As our awareness of the effects of excessive consumption in our society deepened, we were inspired by Helen and Scott Nearing and other back-to-the-land pioneers to buy an abandoned farm in Aroostook County and learn what we needed to know to live with less.
“An economy based on continuous growth cannot exist forever,” we predicted, and when it crumbled, we wanted to be ready.
So we put our belongings in storage, left Concord and set about learning how to grow and preserve our own food, heat with wood, pump our water by hand, live without electricity or telephone and convert a deteriorating farmhouse into a home.
We took off the porch to let more light into the house and used the boards to build an outhouse with a lovely window and a door that opened onto a view of Madawaska Lake and the hills surrounding it. We laughed when the wind was just right and blew the toilet paper up over your head when you dropped it in the hole.
In the summer, we bathed in the lake and showered by dowsing each other with buckets of icy water pumped from the well. In the winter, bathing supplies were always in the car, should knowing friends and neighbors invite us to use their facilities. When the driveway filled with snow, we parked beside the road and snowshoed or skied to the house, toting what we couldn’t carry on a toboggan.
Gradually, our commitment to this lifestyle eroded. We could not continue to let neighbors snowshoe in with messages, so we got a telephone. We had to have electricity because we wanted to develop film and print photos. We still pumped water, though, and carried it up to the windowless darkroom that would become a bathroom. Plumbing came last, but a Clivus Multrum composting toilet made the concession to convenience more palatable.
I continued to garden after an amicable divorce left me alone on the farm. But the change from part-time work as a Bangor Daily News correspondent and substitute teacher to full-time at Caribou’s weekly newspaper and later in the district office of a Maine U.S. senator left less and less time for growing and harvesting vegetables.
When I took a job in Orono at the University of Maine, my gardening days ended. I began to buy things I once grew. I was seduced by a home warmed without splitting wood or building a fire — just touching a thermostat. Even worse, unable to wean myself from Aroostook County, I ended up traveling back and forth, increasing my carbon footprint exponentially to this day.
As the predicted collapse unfolded, along with unforeseen environmental changes, I was far from the alternative life envisioned in the 1970s.
Enter Jim Merkel, author of “Radical Simplicity: Small Footprints on a Finite Earth” and keynote speaker for the HOPE (Help Organize Peace Earthwide) Festival being held 11 a.m. to 4 p.m. Saturday, April 30, at the University of Maine Student Recreation and Fitness Center.

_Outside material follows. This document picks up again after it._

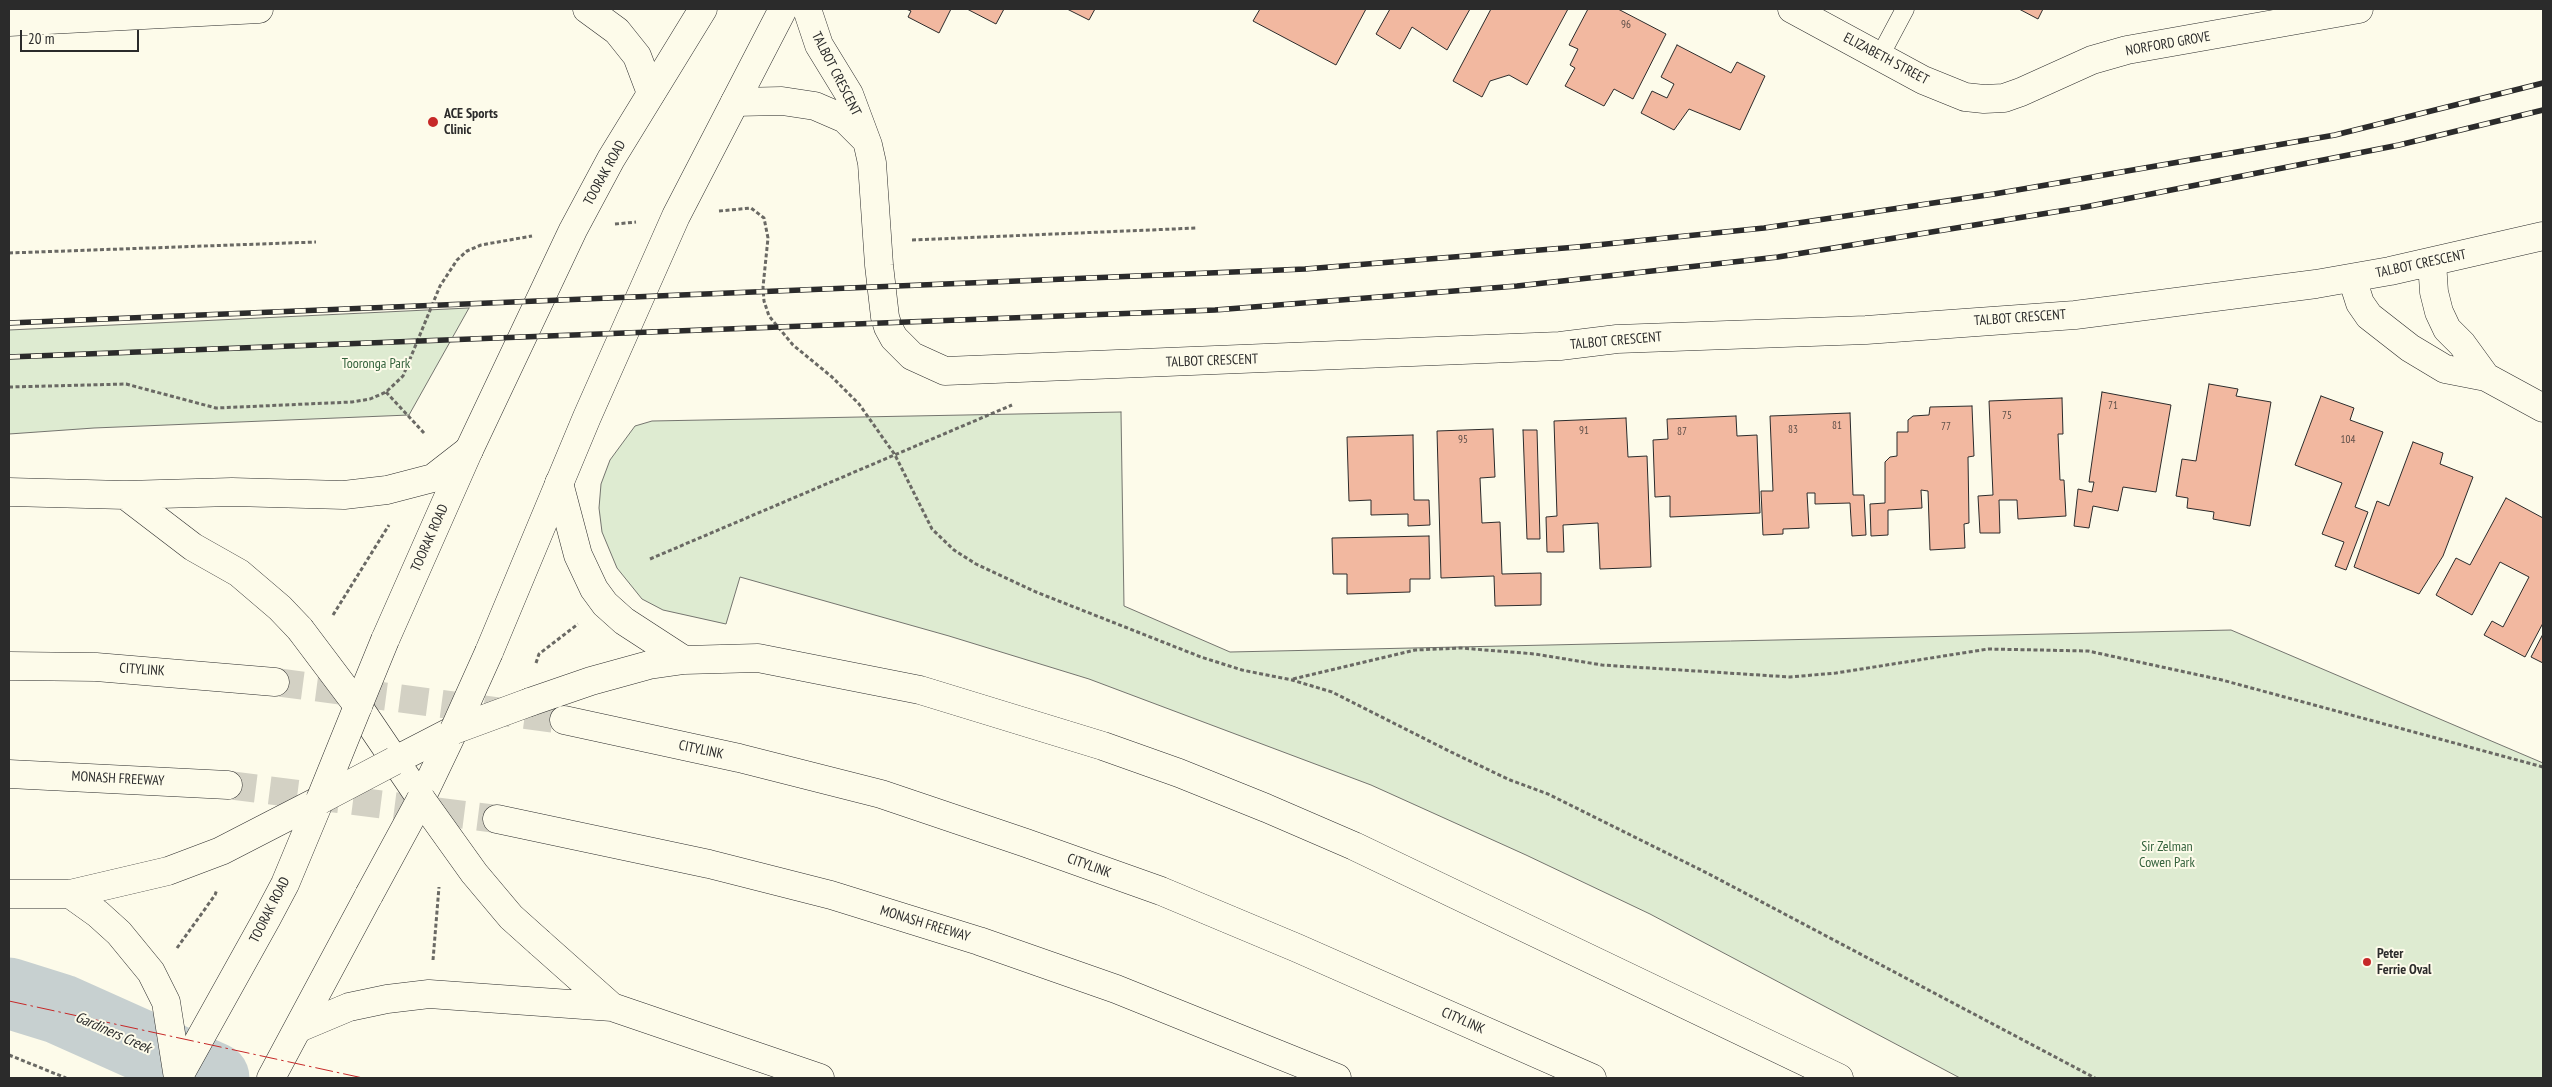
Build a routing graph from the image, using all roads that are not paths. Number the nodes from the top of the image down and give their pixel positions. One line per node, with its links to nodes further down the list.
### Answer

After reading this book and talking to Jim, I am hopeful it is not too late to begin my own rehab program.
Founder of the Global Living Project and co-executive director of the Newforest Institute in Brooks, Maine, Merkel gives substance to the charge “think globally, act locally.”
For much of the last 22 years, he has lived on the global average income — $5,000 a year. He and his family thrive on fresh, local food and a bicycle is his preferred form of transportation. He speaks and conducts hundreds of workshops that, along with his book, give people the tools to calculate and reduce the amount of Earth required to support their lives.

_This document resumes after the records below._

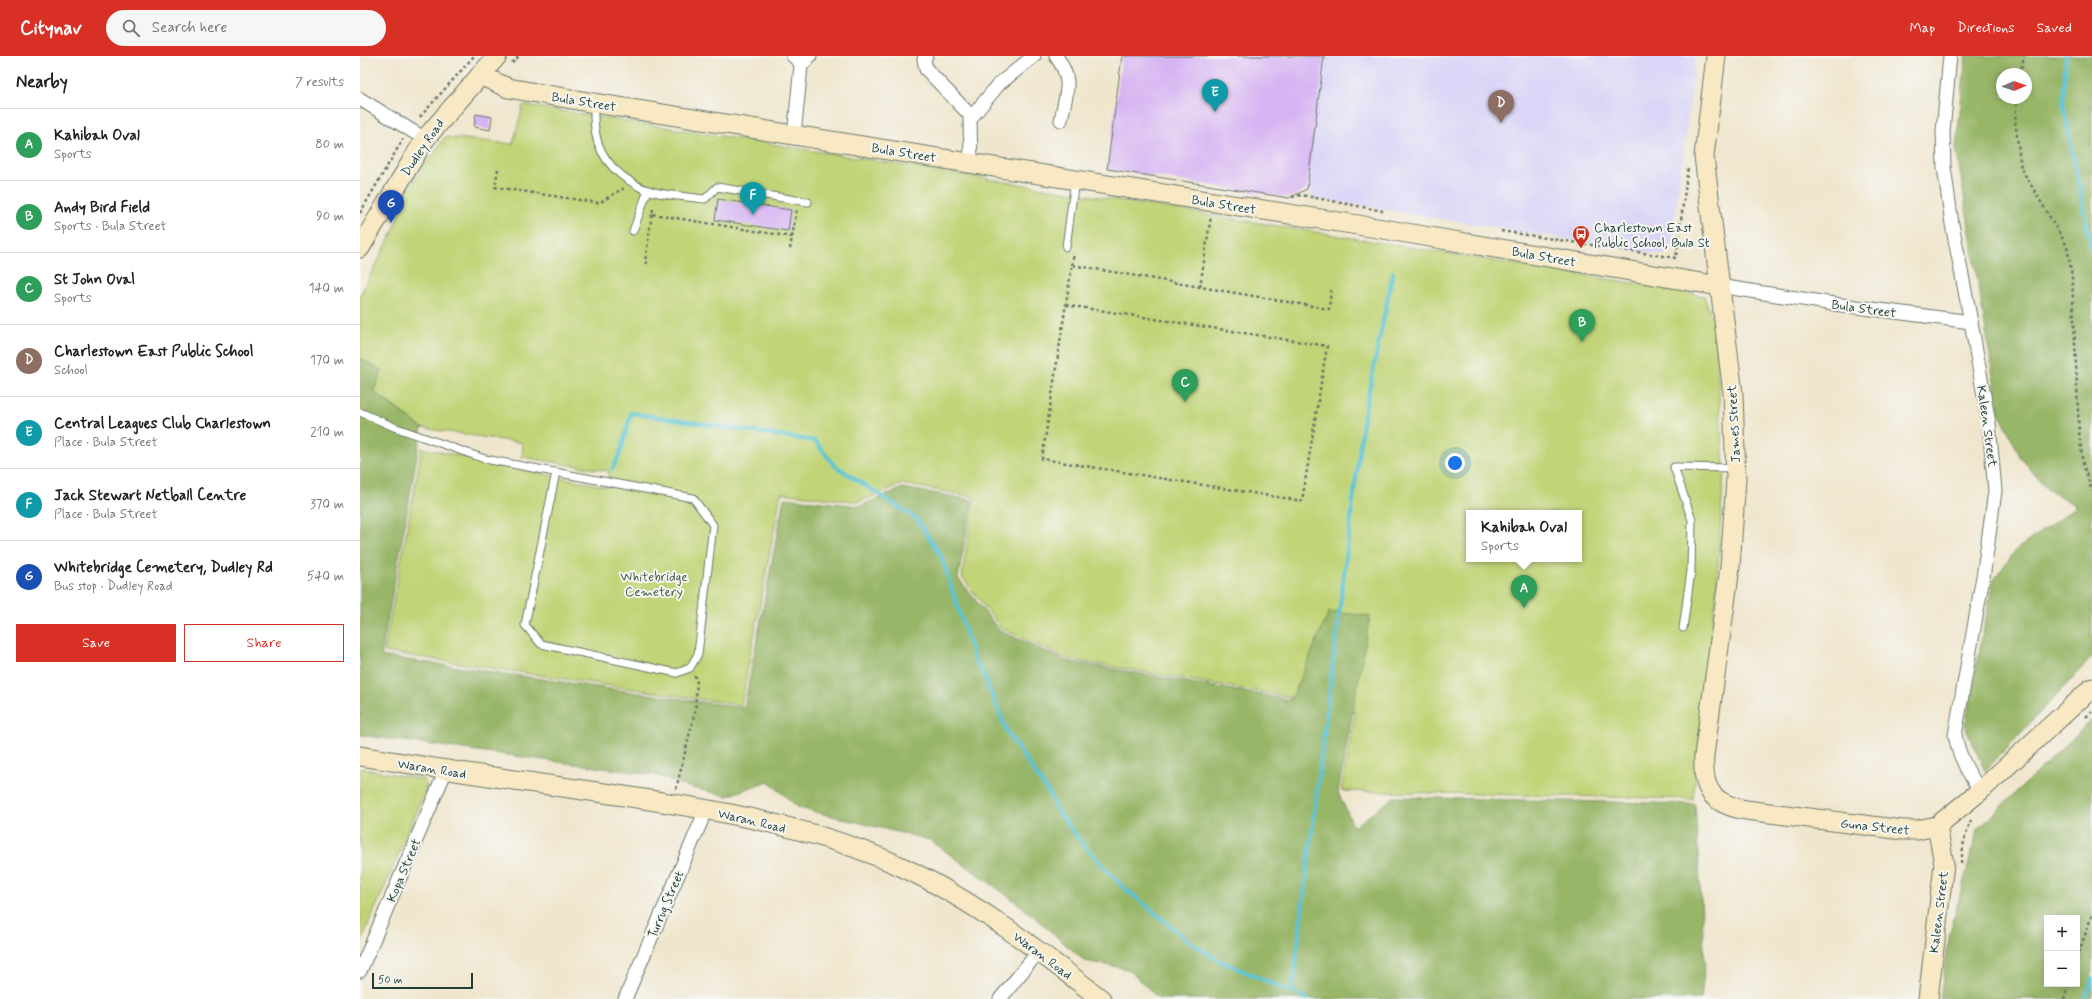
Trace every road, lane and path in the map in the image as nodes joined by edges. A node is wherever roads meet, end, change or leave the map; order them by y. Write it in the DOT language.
graph roads {
  1 [pos="474,56"];
  2 [pos="497,56"];
  3 [pos="926,56"];
  4 [pos="1034,56"];
  5 [pos="1056,56"];
  6 [pos="1716,56"];
  7 [pos="1950,56"];
  8 [pos="2024,56"];
  9 [pos="802,59"];
  10 [pos="2021,68"];
  11 [pos="480,75"];
  12 [pos="360,99"];
  13 [pos="594,104"];
  14 [pos="2016,104"];
  15 [pos="420,117"];
  16 [pos="972,117"];
  17 [pos="1061,120"];
  18 [pos="794,136"];
  19 [pos="404,137"];
  20 [pos="424,139"];
  21 [pos="971,162"];
  22 [pos="498,169"];
  23 [pos="1075,180"];
  24 [pos="648,190"];
  25 [pos="630,192"];
  26 [pos="798,200"];
  27 [pos="808,202"];
  28 [pos="1213,202"];
  29 [pos="653,203"];
  30 [pos="360,213"];
  31 [pos="652,214"];
  32 [pos="633,231"];
  33 [pos="792,237"];
  34 [pos="1066,247"];
  35 [pos="360,248"];
  36 [pos="790,249"];
  37 [pos="648,263"];
  38 [pos="1719,286"];
  39 [pos="1200,287"];
  40 [pos="1331,290"];
  41 [pos="1066,305"];
  42 [pos="1971,322"];
  43 [pos="360,412"];
  44 [pos="1736,468"];
  45 [pos="556,472"];
  46 [pos="2092,491"];
  47 [pos="1683,628"];
  48 [pos="690,668"];
  49 [pos="2092,688"];
  50 [pos="2092,712"];
  51 [pos="2086,718"];
  52 [pos="360,756"];
  53 [pos="446,770"];
  54 [pos="1980,790"];
  55 [pos="1708,791"];
  56 [pos="672,803"];
  57 [pos="706,810"];
  58 [pos="1972,817"];
  59 [pos="1937,826"];
  60 [pos="1961,866"];
  61 [pos="2092,915"];
  62 [pos="1039,951"];
  63 [pos="2079,951"];
  64 [pos="360,971"];
  65 [pos="2067,987"];
  66 [pos="625,999"];
  67 [pos="1000,999"];
  68 [pos="1101,999"];
  69 [pos="1928,999"];
  70 [pos="2064,999"];
  1 -- 15 [label="path"];
  2 -- 11 [label="street, Dudley Road"];
  3 -- 16 [label="street"];
  4 -- 16 [label="street"];
  5 -- 17 [label="street"];
  6 -- 38 [label="street, James Street"];
  7 -- 42 [label="street, Kaleen Street"];
  8 -- 10 [label="path"];
  9 -- 18 [label="street"];
  11 -- 13 [label="street, Bula Street"];
  11 -- 20 [label="street, Dudley Road"];
  12 -- 20 [label="street"];
  13 -- 18 [label="street, Bula Street"];
  13 -- 24 [label="lane"];
  14 -- 46 [label="path"];
  16 -- 21 [label="street"];
  18 -- 21 [label="street, Bula Street"];
  19 -- 30 [label="path"];
  20 -- 35 [label="street, Dudley Road"];
  21 -- 23 [label="street, Bula Street"];
  22 -- 25 [label="path"];
  23 -- 28 [label="street, Bula Street"];
  23 -- 34 [label="lane"];
  24 -- 26 [label="lane"];
  24 -- 32 [label="lane"];
  26 -- 27 [label="lane"];
  26 -- 33 [label="path"];
  28 -- 38 [label="street, Bula Street"];
  28 -- 39 [label="path"];
  29 -- 31 [label="path"];
  31 -- 33 [label="path"];
  31 -- 37 [label="path"];
  33 -- 36 [label="path"];
  38 -- 42 [label="street, Bula Street"];
  38 -- 44 [label="street, James Street"];
  39 -- 40 [label="path"];
  39 -- 41 [label="path"];
  41 -- 41 [label="path"];
  42 -- 54 [label="street, Kaleen Street"];
  43 -- 45 [label="lane"];
  44 -- 47 [label="lane"];
  44 -- 55 [label="street, James Street"];
  45 -- 48 [label="lane"];
  45 -- 48 [label="lane"];
  48 -- 56 [label="path"];
  49 -- 54 [label="street, Guna Street"];
  50 -- 51 [label="path"];
  52 -- 53 [label="street, Waran Road"];
  53 -- 56 [label="street, Waran Road"];
  53 -- 64 [label="street, Kopa Street"];
  54 -- 59 [label="street, Guna Street"];
  55 -- 59 [label="street, Guna Street"];
  56 -- 57 [label="street, Waran Road"];
  57 -- 62 [label="street, Waran Road"];
  57 -- 66 [label="street, Turrug Street"];
  58 -- 60 [label="path"];
  59 -- 69 [label="street, Kaleen Street"];
  61 -- 63 [label="path"];
  62 -- 67 [label="street"];
  62 -- 68 [label="street, Waran Road"];
  65 -- 70 [label="path"];
}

“It is possible to live as a global citizen,” Merkel said in an interview. “Simpler lives help with societal changes.”
Merkel, a “recovering engineer,” was designing and selling top-secret military computer equipment to arms dealers worldwide when the 1989 Exxon Valdez disaster startled him into a new life based on his awareness of the connection between oil and destructive consumption.
“I knew the truth: fossil fuels are part of every item I consume,” he wrote. “Of course the entire industrialized world stood indicted beside me . . . but in that moment, all I knew was that I, personally, needed to step forward and own up to the damage.”
He committed himself to shrinking his own ecological footprint and encouraging people like me to make the changes necessary to live in harmony with nature and with other cultures in the world.
“A lot of people want their lives to be part of making the world better,” he said. “The time was never better for deeper changes.”
Of course, I am one of those people, and my new garden plot is ready for the seeds I’ll buy this week.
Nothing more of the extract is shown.